TASK GOAL: Could you copy out every line of the data where the word "Bozbey" occurs?

Stored data entries:
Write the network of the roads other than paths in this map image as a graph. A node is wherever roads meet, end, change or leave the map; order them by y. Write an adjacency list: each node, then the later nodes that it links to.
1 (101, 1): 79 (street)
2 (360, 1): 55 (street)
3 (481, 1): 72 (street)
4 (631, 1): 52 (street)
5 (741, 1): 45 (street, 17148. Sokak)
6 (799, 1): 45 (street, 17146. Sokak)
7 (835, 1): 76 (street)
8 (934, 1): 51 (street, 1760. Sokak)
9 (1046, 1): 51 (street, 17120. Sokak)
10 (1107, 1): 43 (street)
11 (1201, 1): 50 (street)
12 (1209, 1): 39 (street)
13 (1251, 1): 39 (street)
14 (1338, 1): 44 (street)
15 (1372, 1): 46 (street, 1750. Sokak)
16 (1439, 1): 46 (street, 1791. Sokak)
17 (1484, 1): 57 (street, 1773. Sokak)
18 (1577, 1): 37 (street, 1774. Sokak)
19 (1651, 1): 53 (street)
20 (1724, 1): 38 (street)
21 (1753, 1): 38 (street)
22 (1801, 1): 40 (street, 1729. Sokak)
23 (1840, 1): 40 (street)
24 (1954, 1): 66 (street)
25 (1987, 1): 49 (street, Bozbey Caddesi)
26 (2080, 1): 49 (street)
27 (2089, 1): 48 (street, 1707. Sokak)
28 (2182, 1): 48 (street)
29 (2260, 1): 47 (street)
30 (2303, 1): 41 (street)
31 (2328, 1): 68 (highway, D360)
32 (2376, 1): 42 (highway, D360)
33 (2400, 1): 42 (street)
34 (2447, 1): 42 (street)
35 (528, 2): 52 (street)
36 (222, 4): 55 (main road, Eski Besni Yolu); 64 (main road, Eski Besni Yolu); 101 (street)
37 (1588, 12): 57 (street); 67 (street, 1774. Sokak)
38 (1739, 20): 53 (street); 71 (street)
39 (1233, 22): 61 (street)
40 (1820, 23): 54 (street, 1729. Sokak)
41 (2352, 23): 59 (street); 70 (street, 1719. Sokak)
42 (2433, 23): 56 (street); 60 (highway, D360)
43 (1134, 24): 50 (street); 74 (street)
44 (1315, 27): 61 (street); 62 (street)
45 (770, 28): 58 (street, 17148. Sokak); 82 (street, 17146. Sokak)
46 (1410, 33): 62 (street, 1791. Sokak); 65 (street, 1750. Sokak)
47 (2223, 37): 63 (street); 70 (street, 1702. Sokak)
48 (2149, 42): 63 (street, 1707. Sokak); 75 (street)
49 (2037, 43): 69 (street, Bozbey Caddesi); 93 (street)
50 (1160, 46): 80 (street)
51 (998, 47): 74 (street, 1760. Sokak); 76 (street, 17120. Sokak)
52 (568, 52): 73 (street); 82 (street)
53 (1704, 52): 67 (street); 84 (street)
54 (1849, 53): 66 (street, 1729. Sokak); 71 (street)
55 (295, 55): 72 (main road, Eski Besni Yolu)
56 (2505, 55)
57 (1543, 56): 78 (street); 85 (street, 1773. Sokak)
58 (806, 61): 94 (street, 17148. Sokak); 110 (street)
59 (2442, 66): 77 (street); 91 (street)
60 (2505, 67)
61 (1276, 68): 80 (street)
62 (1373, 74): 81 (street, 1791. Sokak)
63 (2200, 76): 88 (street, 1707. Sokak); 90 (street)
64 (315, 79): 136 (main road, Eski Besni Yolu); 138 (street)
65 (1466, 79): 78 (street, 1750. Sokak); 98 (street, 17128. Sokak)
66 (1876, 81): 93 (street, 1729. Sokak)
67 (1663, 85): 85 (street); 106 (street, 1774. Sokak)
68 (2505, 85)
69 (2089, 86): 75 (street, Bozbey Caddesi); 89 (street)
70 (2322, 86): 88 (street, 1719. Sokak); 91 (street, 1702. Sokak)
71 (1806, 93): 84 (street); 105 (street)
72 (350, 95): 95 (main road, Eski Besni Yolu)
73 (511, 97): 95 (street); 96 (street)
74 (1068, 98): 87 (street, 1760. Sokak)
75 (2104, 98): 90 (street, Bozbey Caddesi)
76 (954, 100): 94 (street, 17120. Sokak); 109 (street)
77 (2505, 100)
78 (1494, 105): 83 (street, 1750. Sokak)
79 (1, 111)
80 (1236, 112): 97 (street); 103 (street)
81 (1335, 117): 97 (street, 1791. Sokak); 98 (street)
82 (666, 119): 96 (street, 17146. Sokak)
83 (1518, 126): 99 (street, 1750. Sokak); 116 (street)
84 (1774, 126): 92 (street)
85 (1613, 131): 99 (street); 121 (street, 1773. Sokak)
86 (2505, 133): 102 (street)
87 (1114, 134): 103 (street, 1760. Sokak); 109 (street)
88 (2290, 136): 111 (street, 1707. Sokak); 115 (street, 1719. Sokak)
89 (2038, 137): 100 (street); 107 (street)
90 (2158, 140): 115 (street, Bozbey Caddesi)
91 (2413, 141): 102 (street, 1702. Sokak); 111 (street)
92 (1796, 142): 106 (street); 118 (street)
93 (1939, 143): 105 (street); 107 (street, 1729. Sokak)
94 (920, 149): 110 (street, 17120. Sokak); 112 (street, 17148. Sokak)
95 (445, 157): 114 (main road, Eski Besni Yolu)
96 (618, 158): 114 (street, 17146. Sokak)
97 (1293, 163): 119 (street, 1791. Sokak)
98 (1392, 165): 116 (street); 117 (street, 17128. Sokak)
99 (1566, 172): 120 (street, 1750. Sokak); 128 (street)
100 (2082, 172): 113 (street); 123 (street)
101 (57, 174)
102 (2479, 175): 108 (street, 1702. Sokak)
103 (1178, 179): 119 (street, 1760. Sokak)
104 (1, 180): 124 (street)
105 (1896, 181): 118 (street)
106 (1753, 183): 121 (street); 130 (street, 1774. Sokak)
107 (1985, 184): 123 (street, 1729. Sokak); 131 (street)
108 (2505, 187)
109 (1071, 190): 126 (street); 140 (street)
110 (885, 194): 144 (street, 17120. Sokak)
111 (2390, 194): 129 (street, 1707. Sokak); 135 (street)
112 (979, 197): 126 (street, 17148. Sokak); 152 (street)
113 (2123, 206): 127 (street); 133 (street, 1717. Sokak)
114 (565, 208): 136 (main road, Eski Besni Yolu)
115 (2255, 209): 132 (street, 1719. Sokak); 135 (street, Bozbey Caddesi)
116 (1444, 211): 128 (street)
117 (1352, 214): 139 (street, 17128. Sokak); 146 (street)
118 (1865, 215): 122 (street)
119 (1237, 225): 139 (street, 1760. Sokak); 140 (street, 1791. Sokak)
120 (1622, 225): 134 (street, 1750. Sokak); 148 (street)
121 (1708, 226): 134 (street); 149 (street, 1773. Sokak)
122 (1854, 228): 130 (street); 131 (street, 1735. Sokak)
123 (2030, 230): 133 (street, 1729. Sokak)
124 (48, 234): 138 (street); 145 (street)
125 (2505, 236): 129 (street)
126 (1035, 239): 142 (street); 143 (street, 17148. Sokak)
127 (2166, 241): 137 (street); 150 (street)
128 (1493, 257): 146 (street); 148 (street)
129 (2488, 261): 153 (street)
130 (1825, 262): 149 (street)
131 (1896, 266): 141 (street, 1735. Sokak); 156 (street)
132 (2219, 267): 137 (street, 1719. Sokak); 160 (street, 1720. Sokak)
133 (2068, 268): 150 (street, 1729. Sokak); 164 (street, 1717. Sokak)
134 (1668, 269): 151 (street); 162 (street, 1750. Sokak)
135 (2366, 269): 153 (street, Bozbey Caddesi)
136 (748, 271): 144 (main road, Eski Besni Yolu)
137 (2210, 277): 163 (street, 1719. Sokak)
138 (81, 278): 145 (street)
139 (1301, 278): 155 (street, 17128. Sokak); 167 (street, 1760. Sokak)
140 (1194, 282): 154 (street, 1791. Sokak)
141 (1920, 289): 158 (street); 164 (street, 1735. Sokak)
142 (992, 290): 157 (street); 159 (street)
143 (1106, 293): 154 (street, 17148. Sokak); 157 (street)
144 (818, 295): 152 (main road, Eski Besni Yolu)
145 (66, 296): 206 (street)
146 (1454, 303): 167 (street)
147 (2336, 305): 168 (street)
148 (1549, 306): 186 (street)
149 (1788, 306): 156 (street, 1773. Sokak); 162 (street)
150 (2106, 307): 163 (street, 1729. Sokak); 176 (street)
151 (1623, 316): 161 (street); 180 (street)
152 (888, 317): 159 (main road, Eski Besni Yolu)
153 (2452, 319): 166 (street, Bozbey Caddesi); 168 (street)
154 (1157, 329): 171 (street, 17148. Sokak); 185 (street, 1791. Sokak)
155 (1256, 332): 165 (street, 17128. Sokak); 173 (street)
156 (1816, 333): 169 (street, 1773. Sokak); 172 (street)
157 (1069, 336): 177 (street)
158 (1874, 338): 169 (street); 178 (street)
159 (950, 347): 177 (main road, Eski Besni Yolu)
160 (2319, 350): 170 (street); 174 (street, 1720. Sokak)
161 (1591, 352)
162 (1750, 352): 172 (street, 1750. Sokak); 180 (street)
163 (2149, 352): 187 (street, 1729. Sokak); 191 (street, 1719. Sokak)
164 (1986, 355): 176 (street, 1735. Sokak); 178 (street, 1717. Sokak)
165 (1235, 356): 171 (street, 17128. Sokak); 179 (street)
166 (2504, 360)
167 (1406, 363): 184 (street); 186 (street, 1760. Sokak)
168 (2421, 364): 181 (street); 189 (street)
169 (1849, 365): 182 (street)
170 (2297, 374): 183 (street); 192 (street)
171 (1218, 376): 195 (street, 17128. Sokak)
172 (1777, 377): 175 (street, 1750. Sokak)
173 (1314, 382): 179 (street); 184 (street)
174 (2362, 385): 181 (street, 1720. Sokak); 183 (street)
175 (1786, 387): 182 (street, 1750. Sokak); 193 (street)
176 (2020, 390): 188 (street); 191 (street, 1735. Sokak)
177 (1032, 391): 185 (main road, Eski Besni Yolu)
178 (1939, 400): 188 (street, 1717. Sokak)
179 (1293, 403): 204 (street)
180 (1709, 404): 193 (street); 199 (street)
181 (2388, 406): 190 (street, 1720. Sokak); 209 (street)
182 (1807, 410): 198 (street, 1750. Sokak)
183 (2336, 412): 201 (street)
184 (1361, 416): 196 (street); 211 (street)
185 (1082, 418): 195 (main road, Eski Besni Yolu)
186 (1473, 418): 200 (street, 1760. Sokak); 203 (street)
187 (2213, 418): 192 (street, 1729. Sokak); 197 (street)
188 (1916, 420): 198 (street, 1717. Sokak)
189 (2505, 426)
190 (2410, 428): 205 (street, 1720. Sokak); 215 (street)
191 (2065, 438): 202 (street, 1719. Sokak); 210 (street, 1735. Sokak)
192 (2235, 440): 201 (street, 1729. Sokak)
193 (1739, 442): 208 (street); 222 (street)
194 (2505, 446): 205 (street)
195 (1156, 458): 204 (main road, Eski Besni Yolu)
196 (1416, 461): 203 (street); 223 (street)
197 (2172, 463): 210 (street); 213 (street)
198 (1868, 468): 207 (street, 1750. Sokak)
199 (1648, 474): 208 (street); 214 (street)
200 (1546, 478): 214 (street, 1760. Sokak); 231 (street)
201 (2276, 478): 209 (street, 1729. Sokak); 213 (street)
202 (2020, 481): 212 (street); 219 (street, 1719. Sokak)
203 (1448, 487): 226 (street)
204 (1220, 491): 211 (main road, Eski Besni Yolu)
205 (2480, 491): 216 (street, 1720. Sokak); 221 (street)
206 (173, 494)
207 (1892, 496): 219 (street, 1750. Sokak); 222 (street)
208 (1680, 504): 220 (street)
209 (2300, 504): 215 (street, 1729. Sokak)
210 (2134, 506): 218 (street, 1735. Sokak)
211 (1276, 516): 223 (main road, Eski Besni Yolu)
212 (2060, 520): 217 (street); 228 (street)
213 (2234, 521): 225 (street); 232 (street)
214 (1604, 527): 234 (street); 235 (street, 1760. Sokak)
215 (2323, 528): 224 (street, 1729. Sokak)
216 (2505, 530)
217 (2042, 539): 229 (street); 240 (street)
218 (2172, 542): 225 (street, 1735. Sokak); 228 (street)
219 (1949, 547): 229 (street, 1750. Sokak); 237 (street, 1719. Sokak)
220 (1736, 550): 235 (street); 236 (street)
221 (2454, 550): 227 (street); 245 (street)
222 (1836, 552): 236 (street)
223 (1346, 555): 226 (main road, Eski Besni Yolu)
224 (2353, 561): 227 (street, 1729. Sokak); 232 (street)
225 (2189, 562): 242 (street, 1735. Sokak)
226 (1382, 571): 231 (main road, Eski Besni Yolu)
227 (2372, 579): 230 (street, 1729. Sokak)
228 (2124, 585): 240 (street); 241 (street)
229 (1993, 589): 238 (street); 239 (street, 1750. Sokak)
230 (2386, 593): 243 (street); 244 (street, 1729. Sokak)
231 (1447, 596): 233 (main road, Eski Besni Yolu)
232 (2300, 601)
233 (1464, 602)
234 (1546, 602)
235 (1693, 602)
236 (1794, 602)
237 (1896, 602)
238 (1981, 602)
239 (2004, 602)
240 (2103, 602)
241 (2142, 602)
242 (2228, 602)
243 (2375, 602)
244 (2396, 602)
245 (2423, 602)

TASK SOLUTION:
25 (1987, 1): 49 (street, Bozbey Caddesi)
49 (2037, 43): 69 (street, Bozbey Caddesi); 93 (street)
69 (2089, 86): 75 (street, Bozbey Caddesi); 89 (street)
75 (2104, 98): 90 (street, Bozbey Caddesi)
90 (2158, 140): 115 (street, Bozbey Caddesi)
115 (2255, 209): 132 (street, 1719. Sokak); 135 (street, Bozbey Caddesi)
135 (2366, 269): 153 (street, Bozbey Caddesi)
153 (2452, 319): 166 (street, Bozbey Caddesi); 168 (street)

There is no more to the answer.